Records to process:

_ _ _ _ _ _ _

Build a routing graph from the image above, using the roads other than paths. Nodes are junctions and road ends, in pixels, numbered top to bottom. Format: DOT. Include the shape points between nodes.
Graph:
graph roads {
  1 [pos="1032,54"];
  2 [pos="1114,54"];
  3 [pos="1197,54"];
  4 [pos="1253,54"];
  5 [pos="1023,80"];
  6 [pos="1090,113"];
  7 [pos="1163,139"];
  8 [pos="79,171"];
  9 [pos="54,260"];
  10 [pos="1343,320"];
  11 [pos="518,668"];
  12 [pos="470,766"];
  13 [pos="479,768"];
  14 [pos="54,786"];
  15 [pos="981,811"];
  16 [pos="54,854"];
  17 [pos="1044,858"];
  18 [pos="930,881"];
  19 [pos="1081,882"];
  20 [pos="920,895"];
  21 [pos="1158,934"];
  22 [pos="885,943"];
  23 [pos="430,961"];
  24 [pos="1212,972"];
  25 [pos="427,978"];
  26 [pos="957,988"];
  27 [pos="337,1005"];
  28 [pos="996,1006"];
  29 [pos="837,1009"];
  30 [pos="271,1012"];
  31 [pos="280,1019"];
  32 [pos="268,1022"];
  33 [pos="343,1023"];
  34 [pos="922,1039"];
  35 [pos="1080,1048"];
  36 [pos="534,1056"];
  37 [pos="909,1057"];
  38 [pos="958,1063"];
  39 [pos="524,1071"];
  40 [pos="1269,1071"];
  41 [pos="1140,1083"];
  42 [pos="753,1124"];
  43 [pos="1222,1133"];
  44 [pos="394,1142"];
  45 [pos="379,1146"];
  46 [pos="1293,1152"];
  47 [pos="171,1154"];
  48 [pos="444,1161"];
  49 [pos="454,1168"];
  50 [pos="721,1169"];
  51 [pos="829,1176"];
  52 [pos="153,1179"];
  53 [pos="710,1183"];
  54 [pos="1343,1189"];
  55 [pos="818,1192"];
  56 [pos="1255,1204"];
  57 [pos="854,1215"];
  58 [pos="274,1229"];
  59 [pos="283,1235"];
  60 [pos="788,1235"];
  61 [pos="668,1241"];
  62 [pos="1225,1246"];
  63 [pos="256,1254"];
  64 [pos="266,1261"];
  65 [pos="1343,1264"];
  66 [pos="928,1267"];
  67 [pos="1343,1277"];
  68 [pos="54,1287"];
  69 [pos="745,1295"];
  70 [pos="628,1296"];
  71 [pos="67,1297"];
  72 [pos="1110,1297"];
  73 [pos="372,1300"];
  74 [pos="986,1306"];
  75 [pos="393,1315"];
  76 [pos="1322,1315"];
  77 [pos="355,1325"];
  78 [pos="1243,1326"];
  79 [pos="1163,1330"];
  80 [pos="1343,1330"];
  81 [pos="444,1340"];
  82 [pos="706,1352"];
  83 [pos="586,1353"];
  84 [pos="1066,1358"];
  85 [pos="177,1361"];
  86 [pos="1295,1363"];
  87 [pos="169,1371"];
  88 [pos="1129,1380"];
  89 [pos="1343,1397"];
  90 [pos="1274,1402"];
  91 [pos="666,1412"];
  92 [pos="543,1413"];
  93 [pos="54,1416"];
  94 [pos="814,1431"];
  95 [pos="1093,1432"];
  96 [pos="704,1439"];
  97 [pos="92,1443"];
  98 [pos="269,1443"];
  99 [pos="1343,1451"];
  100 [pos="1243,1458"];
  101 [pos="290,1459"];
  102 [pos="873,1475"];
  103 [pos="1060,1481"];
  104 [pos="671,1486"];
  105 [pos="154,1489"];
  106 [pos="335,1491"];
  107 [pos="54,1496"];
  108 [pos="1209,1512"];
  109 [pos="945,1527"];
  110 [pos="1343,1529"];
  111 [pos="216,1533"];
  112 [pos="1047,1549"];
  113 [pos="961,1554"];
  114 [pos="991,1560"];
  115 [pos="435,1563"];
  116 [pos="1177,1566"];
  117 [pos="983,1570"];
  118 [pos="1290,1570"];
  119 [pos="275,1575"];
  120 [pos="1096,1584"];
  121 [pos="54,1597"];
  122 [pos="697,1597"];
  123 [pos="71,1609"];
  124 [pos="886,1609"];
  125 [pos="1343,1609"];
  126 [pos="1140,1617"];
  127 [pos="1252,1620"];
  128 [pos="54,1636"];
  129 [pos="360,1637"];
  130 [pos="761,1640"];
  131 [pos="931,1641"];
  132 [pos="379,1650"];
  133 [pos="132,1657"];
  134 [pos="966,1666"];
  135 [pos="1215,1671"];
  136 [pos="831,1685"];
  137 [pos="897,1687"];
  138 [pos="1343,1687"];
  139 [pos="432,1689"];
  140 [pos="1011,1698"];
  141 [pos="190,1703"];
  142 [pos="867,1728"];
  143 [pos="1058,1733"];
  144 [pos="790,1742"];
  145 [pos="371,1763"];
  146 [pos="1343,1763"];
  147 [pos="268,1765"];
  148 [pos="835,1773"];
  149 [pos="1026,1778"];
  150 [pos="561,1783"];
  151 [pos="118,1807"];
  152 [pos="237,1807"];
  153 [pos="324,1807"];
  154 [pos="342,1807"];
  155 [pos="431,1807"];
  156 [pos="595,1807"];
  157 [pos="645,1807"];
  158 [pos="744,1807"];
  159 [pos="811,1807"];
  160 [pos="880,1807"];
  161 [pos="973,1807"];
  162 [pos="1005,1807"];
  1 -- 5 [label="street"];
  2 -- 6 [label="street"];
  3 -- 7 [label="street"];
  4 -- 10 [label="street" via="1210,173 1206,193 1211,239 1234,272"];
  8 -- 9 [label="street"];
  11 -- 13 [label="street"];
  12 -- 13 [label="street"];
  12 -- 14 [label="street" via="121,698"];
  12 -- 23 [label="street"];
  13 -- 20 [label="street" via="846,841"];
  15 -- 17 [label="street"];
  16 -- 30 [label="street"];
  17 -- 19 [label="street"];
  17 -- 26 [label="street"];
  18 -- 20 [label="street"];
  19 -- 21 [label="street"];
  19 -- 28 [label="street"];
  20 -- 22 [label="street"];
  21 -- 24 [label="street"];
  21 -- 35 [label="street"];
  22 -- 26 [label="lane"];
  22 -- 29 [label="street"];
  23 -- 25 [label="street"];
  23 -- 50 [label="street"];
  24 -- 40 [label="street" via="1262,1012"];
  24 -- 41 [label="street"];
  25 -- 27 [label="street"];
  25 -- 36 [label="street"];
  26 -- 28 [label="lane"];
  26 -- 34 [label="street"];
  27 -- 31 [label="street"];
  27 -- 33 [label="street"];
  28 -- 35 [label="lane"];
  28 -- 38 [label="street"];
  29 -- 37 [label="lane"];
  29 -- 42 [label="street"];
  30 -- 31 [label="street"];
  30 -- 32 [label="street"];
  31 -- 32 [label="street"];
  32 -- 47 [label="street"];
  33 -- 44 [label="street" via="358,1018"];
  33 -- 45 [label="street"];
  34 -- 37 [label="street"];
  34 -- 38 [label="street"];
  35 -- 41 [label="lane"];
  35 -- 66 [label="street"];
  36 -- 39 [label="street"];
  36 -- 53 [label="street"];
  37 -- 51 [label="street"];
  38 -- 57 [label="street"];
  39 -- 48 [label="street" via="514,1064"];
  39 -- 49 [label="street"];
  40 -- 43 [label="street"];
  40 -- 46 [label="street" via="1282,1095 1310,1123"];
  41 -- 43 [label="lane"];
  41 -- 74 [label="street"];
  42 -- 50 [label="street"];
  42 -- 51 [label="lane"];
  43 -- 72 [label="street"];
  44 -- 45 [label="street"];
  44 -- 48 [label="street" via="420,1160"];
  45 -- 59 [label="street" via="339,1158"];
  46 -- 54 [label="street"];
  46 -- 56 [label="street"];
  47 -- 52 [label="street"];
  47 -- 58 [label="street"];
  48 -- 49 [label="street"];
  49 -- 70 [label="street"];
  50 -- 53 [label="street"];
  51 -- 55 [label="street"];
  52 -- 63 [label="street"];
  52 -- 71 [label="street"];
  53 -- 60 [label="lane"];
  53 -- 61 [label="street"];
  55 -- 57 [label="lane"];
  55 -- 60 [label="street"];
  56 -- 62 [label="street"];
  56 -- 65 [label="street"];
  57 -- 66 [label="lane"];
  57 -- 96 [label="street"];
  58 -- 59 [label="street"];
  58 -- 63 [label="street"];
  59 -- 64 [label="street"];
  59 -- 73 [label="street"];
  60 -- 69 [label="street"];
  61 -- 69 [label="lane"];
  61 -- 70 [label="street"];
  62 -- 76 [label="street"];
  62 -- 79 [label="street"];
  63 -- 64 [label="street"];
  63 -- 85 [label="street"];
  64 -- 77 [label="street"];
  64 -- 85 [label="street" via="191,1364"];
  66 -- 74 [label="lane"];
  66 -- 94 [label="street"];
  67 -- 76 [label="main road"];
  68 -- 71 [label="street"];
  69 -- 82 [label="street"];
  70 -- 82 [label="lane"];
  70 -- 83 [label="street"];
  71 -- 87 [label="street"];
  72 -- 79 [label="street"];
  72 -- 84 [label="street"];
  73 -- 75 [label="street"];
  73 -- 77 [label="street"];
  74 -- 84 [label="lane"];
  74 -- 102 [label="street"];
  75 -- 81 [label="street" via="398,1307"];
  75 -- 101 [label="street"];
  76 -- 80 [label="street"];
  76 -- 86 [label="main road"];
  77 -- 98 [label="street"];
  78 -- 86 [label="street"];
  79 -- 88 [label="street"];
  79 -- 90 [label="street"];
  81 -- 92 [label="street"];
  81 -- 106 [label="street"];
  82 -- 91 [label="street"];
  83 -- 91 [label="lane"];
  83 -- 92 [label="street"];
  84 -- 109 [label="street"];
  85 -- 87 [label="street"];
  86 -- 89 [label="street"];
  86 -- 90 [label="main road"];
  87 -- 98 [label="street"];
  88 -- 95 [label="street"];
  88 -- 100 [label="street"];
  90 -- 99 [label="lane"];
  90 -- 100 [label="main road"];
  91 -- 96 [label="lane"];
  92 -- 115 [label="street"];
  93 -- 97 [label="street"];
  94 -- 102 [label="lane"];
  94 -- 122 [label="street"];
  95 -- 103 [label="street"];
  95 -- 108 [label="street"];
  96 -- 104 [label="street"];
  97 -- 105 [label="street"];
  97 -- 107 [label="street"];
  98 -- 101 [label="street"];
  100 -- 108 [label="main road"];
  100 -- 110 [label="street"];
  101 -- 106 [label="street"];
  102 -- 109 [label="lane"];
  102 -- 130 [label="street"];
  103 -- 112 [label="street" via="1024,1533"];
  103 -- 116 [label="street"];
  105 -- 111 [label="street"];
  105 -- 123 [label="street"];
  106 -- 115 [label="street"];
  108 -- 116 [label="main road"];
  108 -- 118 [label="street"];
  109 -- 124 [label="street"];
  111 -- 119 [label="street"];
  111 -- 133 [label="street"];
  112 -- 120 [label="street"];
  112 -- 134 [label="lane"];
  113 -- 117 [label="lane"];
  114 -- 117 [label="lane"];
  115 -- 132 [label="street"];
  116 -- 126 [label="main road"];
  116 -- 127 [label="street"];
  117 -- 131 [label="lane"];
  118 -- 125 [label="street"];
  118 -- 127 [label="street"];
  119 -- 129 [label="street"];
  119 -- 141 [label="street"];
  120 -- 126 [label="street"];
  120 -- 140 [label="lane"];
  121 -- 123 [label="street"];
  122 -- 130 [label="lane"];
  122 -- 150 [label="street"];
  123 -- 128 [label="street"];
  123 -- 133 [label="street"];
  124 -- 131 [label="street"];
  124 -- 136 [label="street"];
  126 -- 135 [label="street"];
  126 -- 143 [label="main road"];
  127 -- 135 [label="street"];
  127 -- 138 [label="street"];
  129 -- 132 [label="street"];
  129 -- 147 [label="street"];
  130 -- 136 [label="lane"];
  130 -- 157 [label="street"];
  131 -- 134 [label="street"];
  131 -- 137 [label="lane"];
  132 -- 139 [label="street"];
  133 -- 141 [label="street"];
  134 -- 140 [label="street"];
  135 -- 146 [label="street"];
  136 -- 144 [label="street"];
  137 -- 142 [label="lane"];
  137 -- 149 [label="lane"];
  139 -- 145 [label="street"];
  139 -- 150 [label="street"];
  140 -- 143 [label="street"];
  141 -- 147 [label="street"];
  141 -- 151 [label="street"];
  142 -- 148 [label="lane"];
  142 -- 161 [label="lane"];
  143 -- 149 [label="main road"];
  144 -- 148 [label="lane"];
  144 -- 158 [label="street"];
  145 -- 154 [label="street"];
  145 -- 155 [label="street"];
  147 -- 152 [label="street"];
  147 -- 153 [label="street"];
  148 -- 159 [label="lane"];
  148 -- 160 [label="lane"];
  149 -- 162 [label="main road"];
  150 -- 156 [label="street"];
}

_ _ _ _ _ _ _

The task: Work out how many lines of the listing above include "roads". Answer with the number and nothing more.

Finished task: 2